**Data for processing:**
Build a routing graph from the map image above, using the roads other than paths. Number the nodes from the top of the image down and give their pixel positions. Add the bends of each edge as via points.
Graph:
==
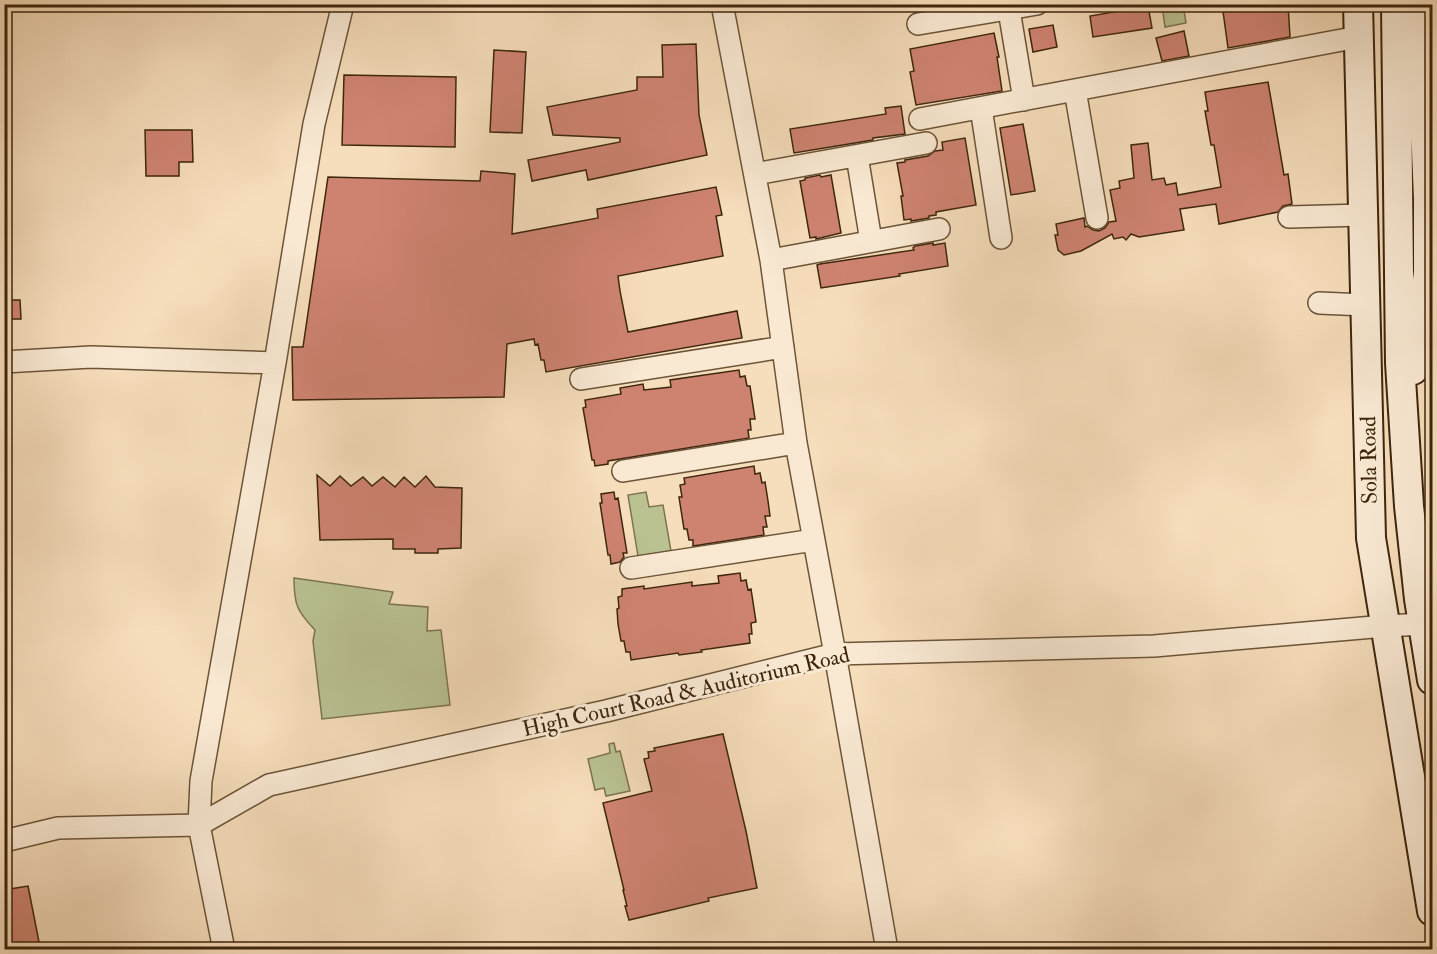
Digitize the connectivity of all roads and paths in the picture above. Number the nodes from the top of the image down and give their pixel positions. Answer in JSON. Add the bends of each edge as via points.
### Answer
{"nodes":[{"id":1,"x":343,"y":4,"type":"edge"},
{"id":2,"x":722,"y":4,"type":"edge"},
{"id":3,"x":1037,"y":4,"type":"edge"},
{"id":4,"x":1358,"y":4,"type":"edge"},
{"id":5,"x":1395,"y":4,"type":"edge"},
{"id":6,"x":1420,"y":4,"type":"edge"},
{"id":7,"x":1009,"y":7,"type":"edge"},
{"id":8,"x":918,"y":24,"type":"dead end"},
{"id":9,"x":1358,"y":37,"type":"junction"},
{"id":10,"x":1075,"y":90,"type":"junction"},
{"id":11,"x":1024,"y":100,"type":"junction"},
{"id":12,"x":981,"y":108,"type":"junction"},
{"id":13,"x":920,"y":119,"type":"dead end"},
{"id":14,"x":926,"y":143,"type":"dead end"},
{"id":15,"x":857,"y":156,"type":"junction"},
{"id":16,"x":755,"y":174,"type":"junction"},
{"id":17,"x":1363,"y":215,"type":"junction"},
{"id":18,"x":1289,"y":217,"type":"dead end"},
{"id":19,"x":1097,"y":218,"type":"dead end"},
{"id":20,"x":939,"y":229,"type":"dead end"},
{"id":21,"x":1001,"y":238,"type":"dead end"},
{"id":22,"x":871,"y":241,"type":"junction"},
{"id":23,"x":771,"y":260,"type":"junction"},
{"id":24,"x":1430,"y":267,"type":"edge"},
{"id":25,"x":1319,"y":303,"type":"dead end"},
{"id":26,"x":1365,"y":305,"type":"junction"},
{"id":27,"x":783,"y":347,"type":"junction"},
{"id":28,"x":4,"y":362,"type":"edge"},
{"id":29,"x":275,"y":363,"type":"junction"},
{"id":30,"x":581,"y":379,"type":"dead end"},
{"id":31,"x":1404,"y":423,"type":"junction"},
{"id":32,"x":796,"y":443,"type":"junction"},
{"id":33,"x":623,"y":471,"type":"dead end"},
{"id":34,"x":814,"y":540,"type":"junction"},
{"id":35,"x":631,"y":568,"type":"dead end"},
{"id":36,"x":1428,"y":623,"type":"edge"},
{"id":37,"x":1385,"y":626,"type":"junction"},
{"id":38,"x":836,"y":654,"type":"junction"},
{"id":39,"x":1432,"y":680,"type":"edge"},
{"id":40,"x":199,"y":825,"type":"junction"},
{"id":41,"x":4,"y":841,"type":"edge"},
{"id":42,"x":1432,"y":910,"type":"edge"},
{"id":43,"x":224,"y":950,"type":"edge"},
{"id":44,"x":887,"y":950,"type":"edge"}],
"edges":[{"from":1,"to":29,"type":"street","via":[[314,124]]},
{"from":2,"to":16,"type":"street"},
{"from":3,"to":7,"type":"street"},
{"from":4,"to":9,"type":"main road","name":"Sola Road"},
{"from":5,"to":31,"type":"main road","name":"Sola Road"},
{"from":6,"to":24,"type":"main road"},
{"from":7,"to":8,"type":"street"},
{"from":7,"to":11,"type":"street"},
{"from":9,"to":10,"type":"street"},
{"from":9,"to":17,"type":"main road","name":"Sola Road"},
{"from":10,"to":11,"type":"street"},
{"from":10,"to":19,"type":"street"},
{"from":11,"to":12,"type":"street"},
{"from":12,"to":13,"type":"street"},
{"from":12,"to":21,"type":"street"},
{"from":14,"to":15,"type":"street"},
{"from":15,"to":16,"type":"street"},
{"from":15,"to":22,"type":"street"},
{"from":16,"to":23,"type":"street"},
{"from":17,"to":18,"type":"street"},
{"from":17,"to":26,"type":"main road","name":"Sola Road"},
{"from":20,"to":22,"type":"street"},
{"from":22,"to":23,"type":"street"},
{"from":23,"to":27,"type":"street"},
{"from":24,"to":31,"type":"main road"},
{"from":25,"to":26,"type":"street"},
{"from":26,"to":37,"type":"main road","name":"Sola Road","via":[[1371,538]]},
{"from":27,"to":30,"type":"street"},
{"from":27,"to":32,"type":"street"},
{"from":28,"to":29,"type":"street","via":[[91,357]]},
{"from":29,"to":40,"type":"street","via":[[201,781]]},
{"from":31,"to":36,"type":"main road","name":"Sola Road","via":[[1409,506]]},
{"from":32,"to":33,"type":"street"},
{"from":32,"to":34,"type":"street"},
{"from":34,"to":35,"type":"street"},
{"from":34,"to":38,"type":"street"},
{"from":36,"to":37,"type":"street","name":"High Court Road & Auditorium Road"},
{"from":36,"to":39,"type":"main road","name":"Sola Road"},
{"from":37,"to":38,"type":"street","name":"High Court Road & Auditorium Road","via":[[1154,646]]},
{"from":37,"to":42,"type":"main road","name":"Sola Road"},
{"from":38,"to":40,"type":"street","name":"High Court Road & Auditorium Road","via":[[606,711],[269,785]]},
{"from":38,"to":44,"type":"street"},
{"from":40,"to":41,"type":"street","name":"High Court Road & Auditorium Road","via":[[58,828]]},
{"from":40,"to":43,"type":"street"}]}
* * *
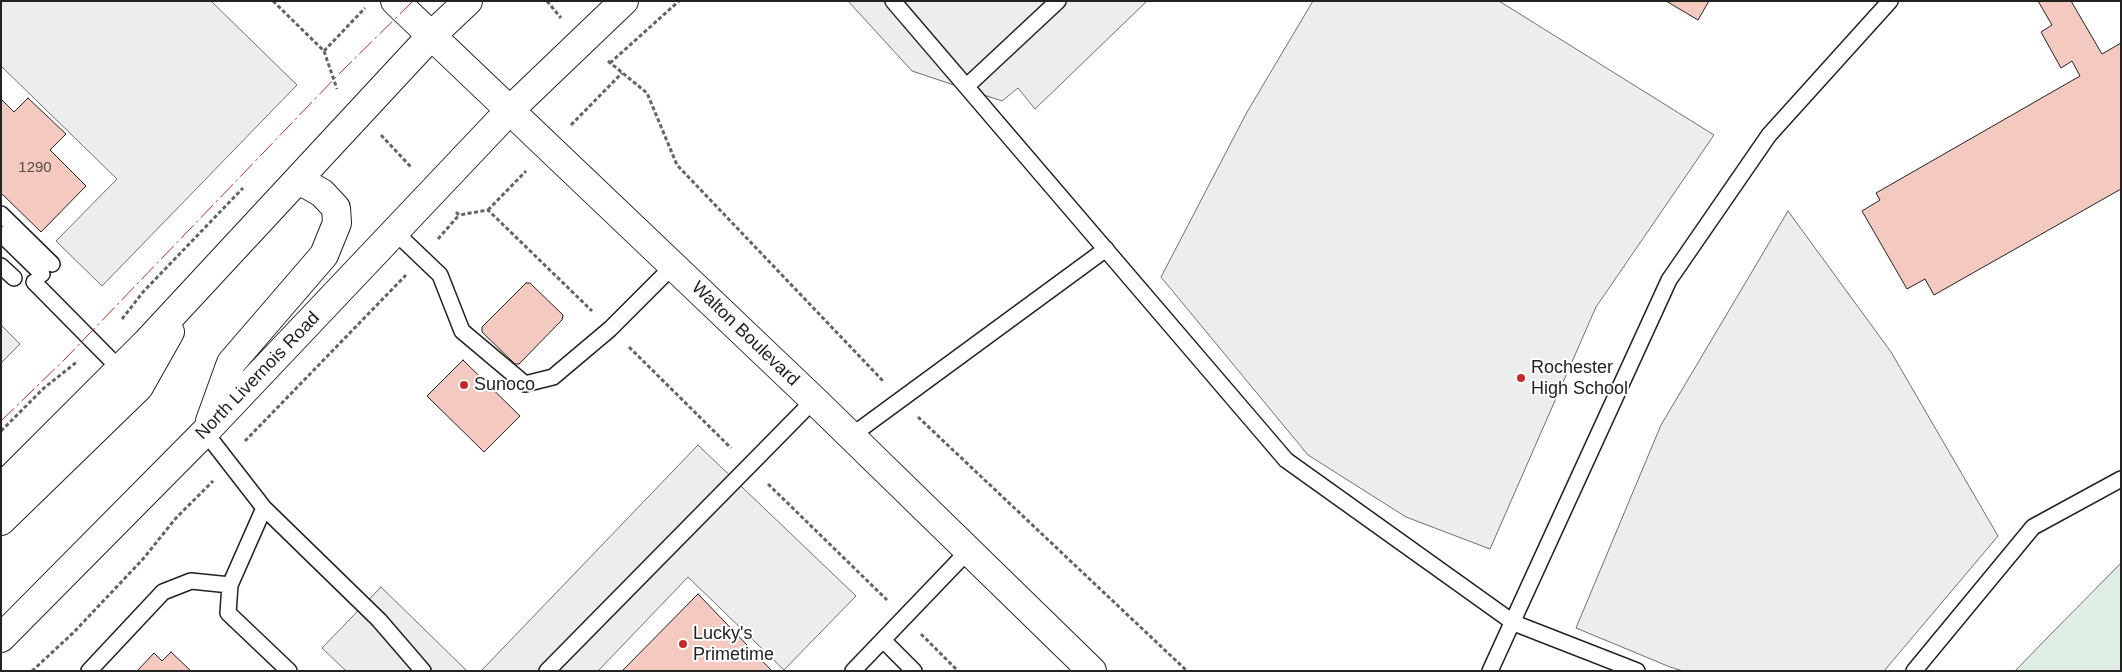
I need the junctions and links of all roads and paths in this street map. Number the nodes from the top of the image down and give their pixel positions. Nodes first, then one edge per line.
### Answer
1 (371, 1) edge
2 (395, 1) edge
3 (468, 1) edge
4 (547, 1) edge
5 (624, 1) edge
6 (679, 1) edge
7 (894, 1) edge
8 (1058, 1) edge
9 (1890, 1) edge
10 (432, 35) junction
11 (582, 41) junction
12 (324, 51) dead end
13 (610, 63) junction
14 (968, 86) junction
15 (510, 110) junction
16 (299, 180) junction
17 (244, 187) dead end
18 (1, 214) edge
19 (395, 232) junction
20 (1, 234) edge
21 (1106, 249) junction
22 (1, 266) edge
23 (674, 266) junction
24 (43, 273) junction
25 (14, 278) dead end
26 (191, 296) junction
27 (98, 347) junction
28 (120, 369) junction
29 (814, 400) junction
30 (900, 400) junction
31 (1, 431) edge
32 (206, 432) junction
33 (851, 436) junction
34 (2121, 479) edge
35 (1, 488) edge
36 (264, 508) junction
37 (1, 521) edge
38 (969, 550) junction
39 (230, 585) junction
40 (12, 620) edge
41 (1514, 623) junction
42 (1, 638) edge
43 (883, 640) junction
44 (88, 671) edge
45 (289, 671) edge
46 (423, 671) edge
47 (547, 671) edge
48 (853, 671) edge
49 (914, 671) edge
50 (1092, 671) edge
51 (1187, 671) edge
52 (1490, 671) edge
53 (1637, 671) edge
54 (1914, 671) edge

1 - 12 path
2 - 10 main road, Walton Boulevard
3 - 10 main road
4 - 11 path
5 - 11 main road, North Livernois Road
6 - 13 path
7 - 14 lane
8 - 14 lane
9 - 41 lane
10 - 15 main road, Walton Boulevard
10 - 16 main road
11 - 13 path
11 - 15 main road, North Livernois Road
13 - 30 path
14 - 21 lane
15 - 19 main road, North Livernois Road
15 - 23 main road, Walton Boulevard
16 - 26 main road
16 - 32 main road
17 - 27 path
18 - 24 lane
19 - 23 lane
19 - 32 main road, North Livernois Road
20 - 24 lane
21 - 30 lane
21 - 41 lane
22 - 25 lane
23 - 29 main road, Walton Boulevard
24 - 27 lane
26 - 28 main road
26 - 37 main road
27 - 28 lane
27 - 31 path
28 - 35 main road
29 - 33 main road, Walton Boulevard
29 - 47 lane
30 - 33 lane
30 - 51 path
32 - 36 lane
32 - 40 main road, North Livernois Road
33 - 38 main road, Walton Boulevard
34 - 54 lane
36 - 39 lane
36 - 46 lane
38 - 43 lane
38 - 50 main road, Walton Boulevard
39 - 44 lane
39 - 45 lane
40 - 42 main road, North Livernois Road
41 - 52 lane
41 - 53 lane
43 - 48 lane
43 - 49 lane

**Requirement:** How many lines of the material above contain the string "give"? Answer with the number only.

**Response area:** 3